When in war, it is a terrible mistake to misidentify the enemy. As Christian soldiers, we are often guilty of shooting our own -- or shooting those who are held captive by the enemy.
Luke 9: 49-50 relates the following incident:
"Master," said John, "we saw a man driving out demons in your name and we tried to stop him, because he is not one of us."
"Do not stop him," Jesus said, "for whoever is not against you is for you."
John had misidentified the enemy.
I came across an interesting article this morning, entitled "Non-Christians: Friends or Foes?" by Ginger Plowman. Listen to how her words appropriately address this subject.

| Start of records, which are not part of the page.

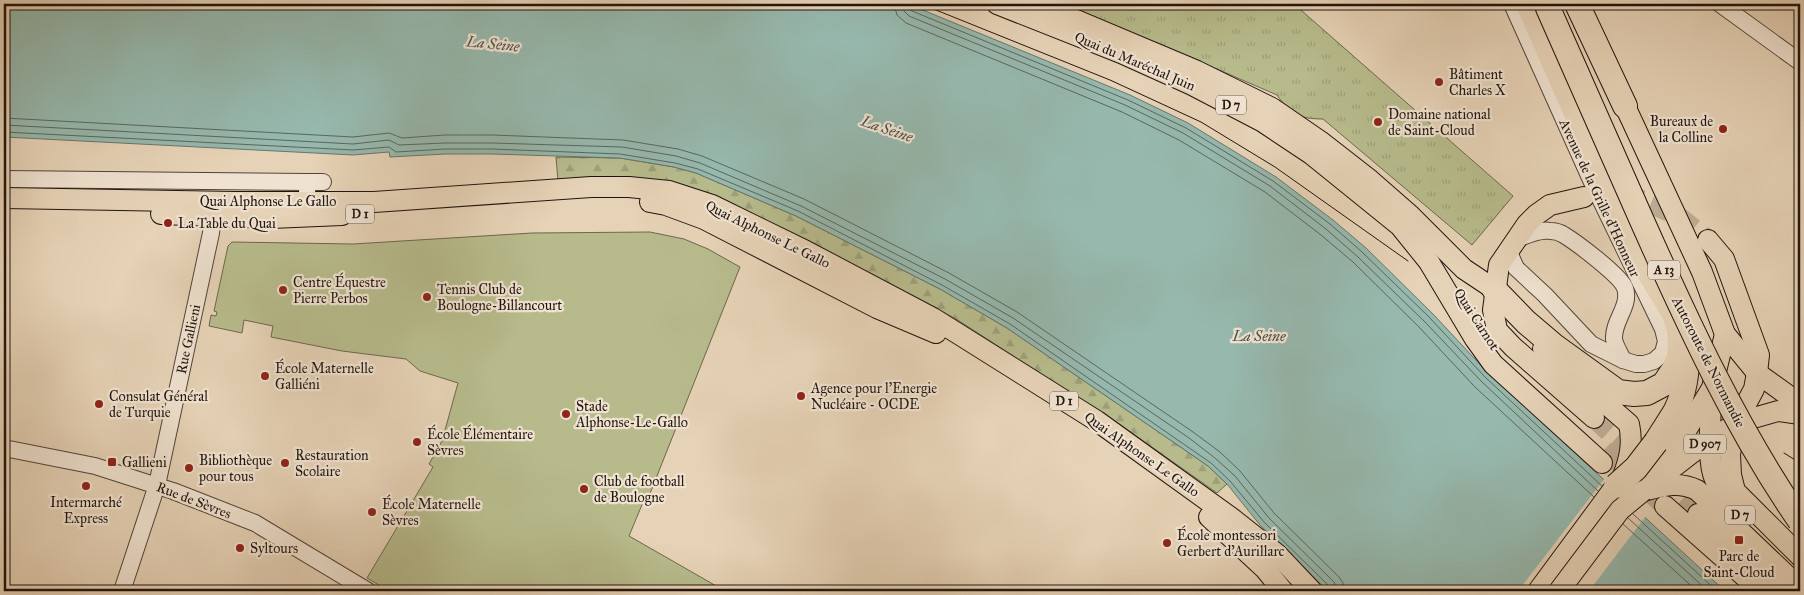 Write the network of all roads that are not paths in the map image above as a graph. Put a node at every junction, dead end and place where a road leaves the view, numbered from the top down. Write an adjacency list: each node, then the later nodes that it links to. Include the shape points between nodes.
1 (997, 4): 21 (main road, Quai du Maréchal Juin / D 7, via 1121,53 1263,122 1360,192 1400,226)
2 (1038, 4): 17 (main road, Quai du Maréchal Juin / D 7, via 1197,71 1272,108 1320,141)
3 (1512, 4): 24 (street, Avenue de la Grille d'Honneur, via 1591,180 1663,329 1666,341 1663,353 1654,361 1636,364)
4 (1577, 4): 9 (highway)
5 (1589, 4): 9 (street)
6 (1720, 4): 8 (street)
7 (1546, 5): 13 (highway); 35 (highway, Autoroute de Normandie / A 13, via 1718,358); 37 (highway, Autoroute de Normandie / A 13, bridge, via 1707,364 1746,435)
8 (1800, 62)
9 (1625, 106): 23 (main road, via 1702,272)
10 (4, 179): 14 (street, via 315,182)
11 (1584, 197): 19 (main road, Quai Carnot, via 1550,205 1536,215)
12 (4, 198): 15 (main road, Quai Alphonse Le Gallo / D 1)
13 (1614, 198): 22 (highway, via 1638,256 1674,314 1679,329 1679,357 1664,384 1647,393 1618,392 1546,340); 33 (highway, bridge, via 1680,311 1688,346 1685,384 1676,411 1636,468)
14 (306, 202): 15 (main road, Quai Alphonse Le Gallo / D 1); 20 (main road, Quai Alphonse Le Gallo / D 1, via 374,202 591,187 669,191 712,205)
15 (214, 209): 16 (main road, Quai Alphonse Le Gallo / D 1); 20 (main road, Quai Alphonse Le Gallo / D 1, via 271,218 627,199 666,204); 32 (street, Rue Gallieni)
16 (4, 210)
17 (1410, 215): 21 (main road, Quai Carnot / D 7, via 1438,255 1484,334 1603,456 1493,364); 22 (main road, D 7, via 1464,269)
18 (1708, 240): 25 (main road, D 907, via 1724,259 1759,355)
19 (1512, 245): 22 (main road, Quai Carnot, via 1498,265); 24 (street, Avenue de la Grille d'Honneur, via 1516,268 1591,344); 24 (street, Avenue de la Grille d'Honneur, via 1536,232 1548,230 1563,234 1622,282 1627,302 1615,327 1614,340)
20 (777, 250): 38 (main road, Quai Alphonse Le Gallo / D 1, via 933,318 1097,421)
21 (1429, 262)
22 (1494, 289): 28 (main road, Quai Carnot, via 1493,310 1498,330); 33 (main road, via 1505,312 1519,329 1628,424 1630,459)
23 (1725, 334): 25 (main road); 26 (main road)
24 (1623, 360)
25 (1757, 373): 27 (main road, D 907); 29 (main road, D 907, via 1754,389)
26 (1712, 388): 30 (main road, D 7); 34 (main road, via 1684,434 1658,464)
27 (1800, 404): 29 (main road, D 907)
28 (1594, 418)
29 (1736, 423): 30 (main road, D 907); 39 (main road, D 7, via 1730,454 1730,475 1735,492)
30 (1710, 439): 34 (main road, D 907); 40 (main road, D 7, via 1712,472 1722,493 1735,510)
31 (4, 448): 32 (street, Rue de Sèvres, via 95,466)
32 (157, 485): 42 (street, Rue Gallieni); 43 (street, Rue de Sèvres, via 255,523)
33 (1616, 486): 48 (main road)
34 (1643, 491): 41 (main road, D 7, via 1676,484 1697,490); 49 (main road, D 907, bridge, via 1620,510)
35 (1800, 498)
36 (1698, 514): 52 (main road, D 7)
37 (1800, 521)
38 (1231, 527): 44 (main road); 45 (main road, Quai Alphonse Le Gallo / D 1); 46 (main road); 47 (main road, Quai Alphonse Le Gallo / D 1, via 1277,554)
39 (1800, 556)
40 (1800, 573)
41 (1800, 588)
42 (122, 591)
43 (368, 591)
44 (1268, 591)
45 (1283, 591)
46 (1296, 591)
47 (1312, 591)
48 (1538, 591)
49 (1559, 591)
50 (1743, 591): 51 (main road, via 1659,508)
51 (1761, 591)
52 (1776, 591)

I used to view non-Christians as outsiders. I looked at them as mere projects that I needed to check off my "I shared Christ with them" to-do list. Unfortunately, I must admit, that while I had a heart for obeying God in sharing the Gospel with the lost, I did not have a heart for the lost. I can recall telling several people about Jesus and not grieving over their negative response to his plan of salvation. God convicted me that I was viewing non-Christians as a type of enemy, an enemy that I needed to conquer in the spiritual war of evangelism. I would faithfully put on my armor, swing the sword of truth at whoever came my way, and walk off the battlefield without giving a second thought to where the wounded fell. I simply counted my efforts as medals toward spiritual heroism. But Jesus doesn't view non-Christians as the enemy, but as captives of the enemy . . .
Sometimes I need to be reminded who the enemy is . . . and who it's not. Blessings.